The Suffolk Superior Court jury awarded compensatory damages of $50 million to the estate of Marie Evans and $21 million to her son, William Evans. A hearing on punitive damages in the lawsuit has been scheduled for Thursday. The total amount of damages awarded could rise significantly at that hearing.
The case was the first to claim that Lorillard had decided to target minority communities with samples of Newports, a menthol brand more popular among black communities.
Gregg Perry, a Lorillard spokesman, said the company denied the allegations. He said the company would appeal and was "confident it will prevail."
The jury found that the cigarette company was negligent in passing out samples of cigarettes to Evans and other black children when they were growing up in the Orchard Hill housing development in Boston's Roxbury section -- and in denying for years the health risks associated with cigarettes.
Evans was 54 when she died of lung cancer in 2002 after smoking Newports for more than 40 years. Weeks before she died, she gave a videotaped deposition that was played for jurors in which she said she received the samples when she was as young as 9 years old, and she would trade them for candy. By the time she was 13, she said, she started smoking them.
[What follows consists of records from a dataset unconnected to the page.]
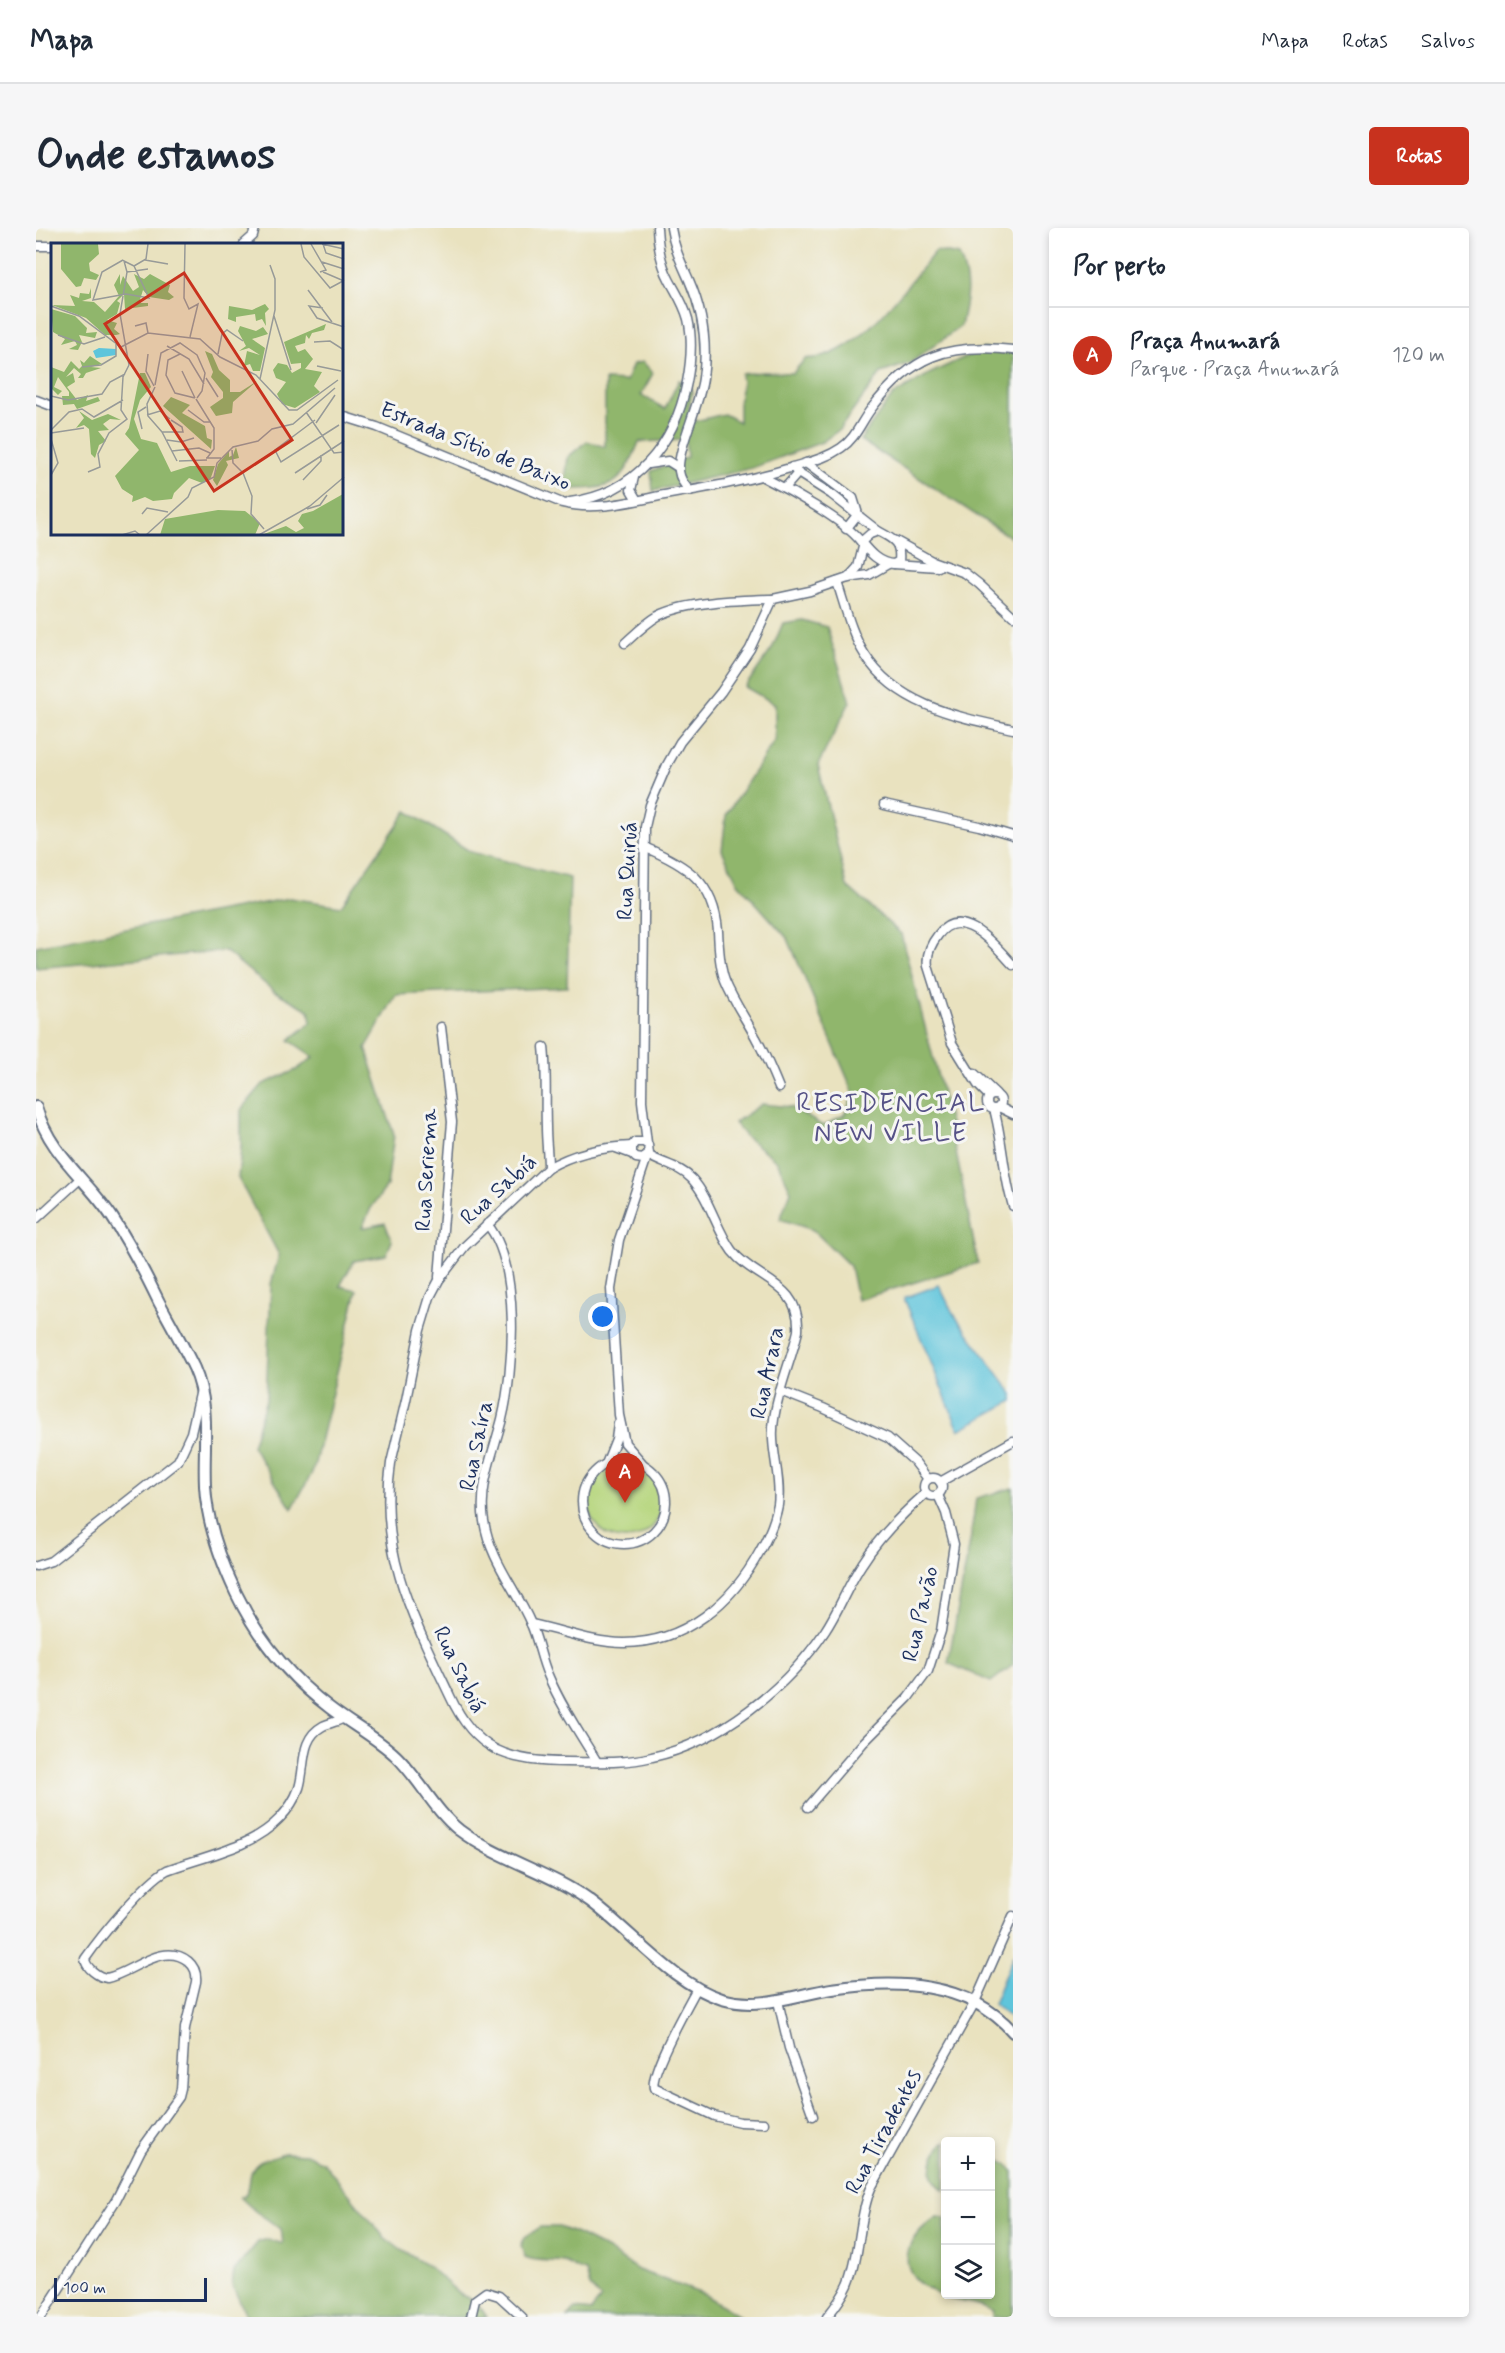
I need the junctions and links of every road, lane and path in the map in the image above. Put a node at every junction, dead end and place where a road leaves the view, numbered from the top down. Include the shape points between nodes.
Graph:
1 (255, 228) edge
2 (657, 228) edge
3 (671, 228) edge
4 (245, 243) edge
5 (1013, 350) edge
6 (36, 400) edge
7 (51, 406) edge
8 (344, 417) edge
9 (648, 464) junction
10 (806, 464) junction
11 (678, 468) junction
12 (795, 470) junction
13 (634, 477) junction
14 (763, 477) junction
15 (681, 479) junction
16 (785, 488) junction
17 (690, 491) junction
18 (677, 493) junction
19 (637, 500) junction
20 (562, 503) junction
21 (858, 514) junction
22 (846, 528) junction
23 (878, 531) junction
24 (896, 541) junction
25 (862, 544) junction
26 (891, 564) junction
27 (950, 567) junction
28 (848, 578) junction
29 (837, 582) junction
30 (773, 599) junction
31 (1013, 616) edge
32 (625, 643) dead end
33 (1013, 729) edge
34 (884, 805) dead end
35 (1013, 836) edge
36 (644, 847) junction
37 (1013, 965) edge
38 (441, 1027) dead end
39 (544, 1047) dead end
40 (779, 1088) dead end
41 (996, 1101) junction
42 (36, 1107) edge
43 (1013, 1108) edge
44 (643, 1114) junction
45 (1013, 1114) edge
46 (548, 1142) junction
47 (634, 1150) junction
48 (648, 1151) junction
49 (562, 1160) junction
50 (548, 1168) junction
51 (81, 1178) junction
52 (640, 1179) junction
53 (1013, 1206) edge
54 (36, 1220) edge
55 (488, 1224) junction
56 (439, 1280) junction
57 (201, 1388) junction
58 (780, 1391) junction
59 (619, 1415) junction
60 (1013, 1441) edge
61 (606, 1464) junction
62 (644, 1465) junction
63 (928, 1479) junction
64 (940, 1482) junction
65 (926, 1493) junction
66 (938, 1495) junction
67 (36, 1566) edge
68 (531, 1624) junction
69 (345, 1718) junction
70 (597, 1762) junction
71 (808, 1807) dead end
72 (1013, 1916) edge
73 (697, 1988) junction
74 (778, 2001) junction
75 (975, 2002) junction
76 (1013, 2032) edge
77 (813, 2116) dead end
78 (764, 2123) dead end
79 (42, 2317) edge
80 (471, 2317) edge
81 (522, 2317) edge
82 (827, 2317) edge

1 - 4 street
2 - 9 street via 663,264 688,318 692,349 676,422
3 - 11 street via 678,259 702,317 705,345 703,380
5 - 10 street, Estrada Sítio de Baixo via 978,346 956,349 911,368 886,389 850,442
6 - 7 street
8 - 20 street, Estrada Sítio de Baixo
9 - 11 street via 668,461
9 - 13 street
10 - 12 street, Estrada Sítio de Baixo
10 - 21 street via 853,498
11 - 15 street
12 - 14 street, Estrada Sítio de Baixo
12 - 16 street
12 - 21 street
13 - 19 street via 631,490
13 - 20 street via 592,497
14 - 16 street
14 - 17 street, Estrada Sítio de Baixo
15 - 17 street
15 - 18 street
16 - 22 street
17 - 18 street, Estrada Sítio de Baixo
18 - 19 street, Estrada Sítio de Baixo
19 - 20 street, Estrada Sítio de Baixo via 591,506
21 - 22 street
21 - 23 street
22 - 25 street
23 - 24 street
23 - 25 street
24 - 26 street via 899,557
24 - 27 street
25 - 26 street
25 - 28 street via 858,567
26 - 27 street
26 - 28 street via 869,575
27 - 31 street via 979,584
28 - 29 street
29 - 30 street
29 - 33 street via 857,641 887,681 943,712
30 - 32 street via 722,601 671,611 651,620
30 - 36 street, Rua Quiruá via 750,649 667,765 650,805
34 - 35 street
36 - 40 street via 684,867 710,895 716,911 725,982 758,1040
36 - 44 street, Rua Quiruá
37 - 41 street via 985,935 970,926 952,926 940,932 929,951 928,966 952,1043 969,1071
38 - 56 street, Rua Seriema via 452,1122
39 - 46 street
41 - 43 street
41 - 45 street
41 - 53 street via 1006,1183
42 - 51 main road via 54,1148
44 - 47 street, Rua Quiruá
44 - 48 street, Rua Quiruá
46 - 49 street
46 - 50 street
47 - 48 street via 643,1159
47 - 48 street via 641,1141
47 - 49 street, Rua Sabiá via 612,1146
47 - 52 street, Rua Quiruá
48 - 52 street, Rua Quiruá
48 - 58 street, Rua Arara via 657,1161 692,1179 733,1252 784,1291 794,1306 798,1331
49 - 50 street, Rua Sabiá
50 - 55 street, Rua Sabiá
51 - 54 street
51 - 57 main road via 124,1235
52 - 59 street, Rua Quiruá via 619,1240 611,1288
55 - 56 street, Rua Sabiá via 453,1259
55 - 68 street, Rua Saíra via 499,1241 510,1288 512,1334 507,1395 487,1475 483,1518 498,1566
56 - 70 street, Rua Sabiá via 420,1330 387,1488 389,1532 397,1570 459,1717 474,1735 499,1752 518,1758
57 - 67 street via 191,1433 178,1461 57,1557
57 - 69 main road via 208,1516 236,1593 278,1661
58 - 63 street via 888,1438
58 - 68 street, Rua Arara via 773,1430 779,1488 775,1518 750,1569 726,1600 698,1622 639,1642 597,1641
59 - 61 street via 616,1439
59 - 62 street via 625,1443
60 - 64 street
61 - 62 street via 623,1460
61 - 62 street via 589,1478 582,1491 581,1506 593,1532 619,1545 647,1538 664,1515 663,1486
63 - 64 street
63 - 65 street
64 - 66 street
65 - 66 street
65 - 70 street, Rua Sabiá via 885,1534 813,1647 767,1695 719,1729 674,1751 634,1760
66 - 71 street, Rua Pavão via 954,1544 941,1631 928,1671
68 - 70 street, Rua Saíra via 555,1691
69 - 73 main road via 400,1760 456,1828 592,1902
69 - 79 street via 314,1734 302,1758 299,1786 280,1818 250,1840 161,1873 86,1957 88,1966 103,1977 168,1955 186,1960 197,1976 184,2028 179,2097 141,2150 116,2200
72 - 75 street, Rua Tiradentes
73 - 74 main road via 740,2003
73 - 78 street via 661,2059 654,2088 714,2116
74 - 75 main road via 832,1989 891,1984 925,1985
74 - 77 street
75 - 76 main road
75 - 82 street, Rua Tiradentes via 872,2188 863,2211 848,2285
80 - 81 street via 475,2300 486,2292 499,2295

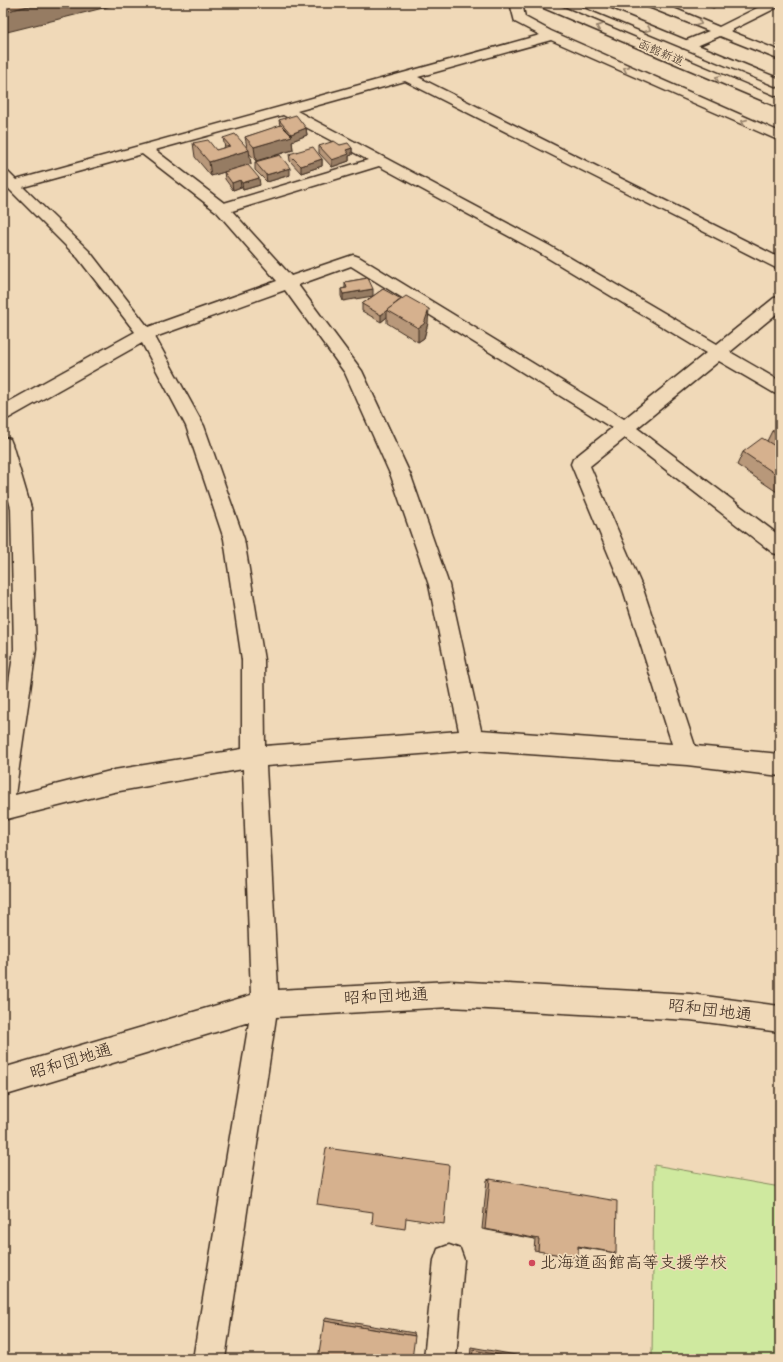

(Excerpt) Read more at boston.com ...
My father told me every once in a while he would get some free cigs when he went to the grocery store...and he would only see them in the black part of town though he didn’t mention anything about kids.
I’m not blaming the cigarette companies and that woman made her choice long ago but lets be honest, some standards didn’t apply back them especially in black neighborhoods. Growing up I got an earful of horror stories from my father and grandfather on the crap both the city and private companies pulled and got away with back then.
I remember in high school the stores that would sell cigs to underage teens. “Sold” being the operative word. It wasn’t the tobacco industry, it was a local merchant. In addition, EVERYBODY “knew” the stores that would sell underage teens beer and wine. In my experience,we would go predomintly to the “black” part of town. No questions asked. And, NO, they didn’t “give” us cigarettes and beer.
touche
You could, but they don't have insurance coverage or attachable assets.
What about the Rat politicians that gave cigarettes to minority voters as incentive to get out and vote?
And what about the US military that included cigarettes in K-ration packages?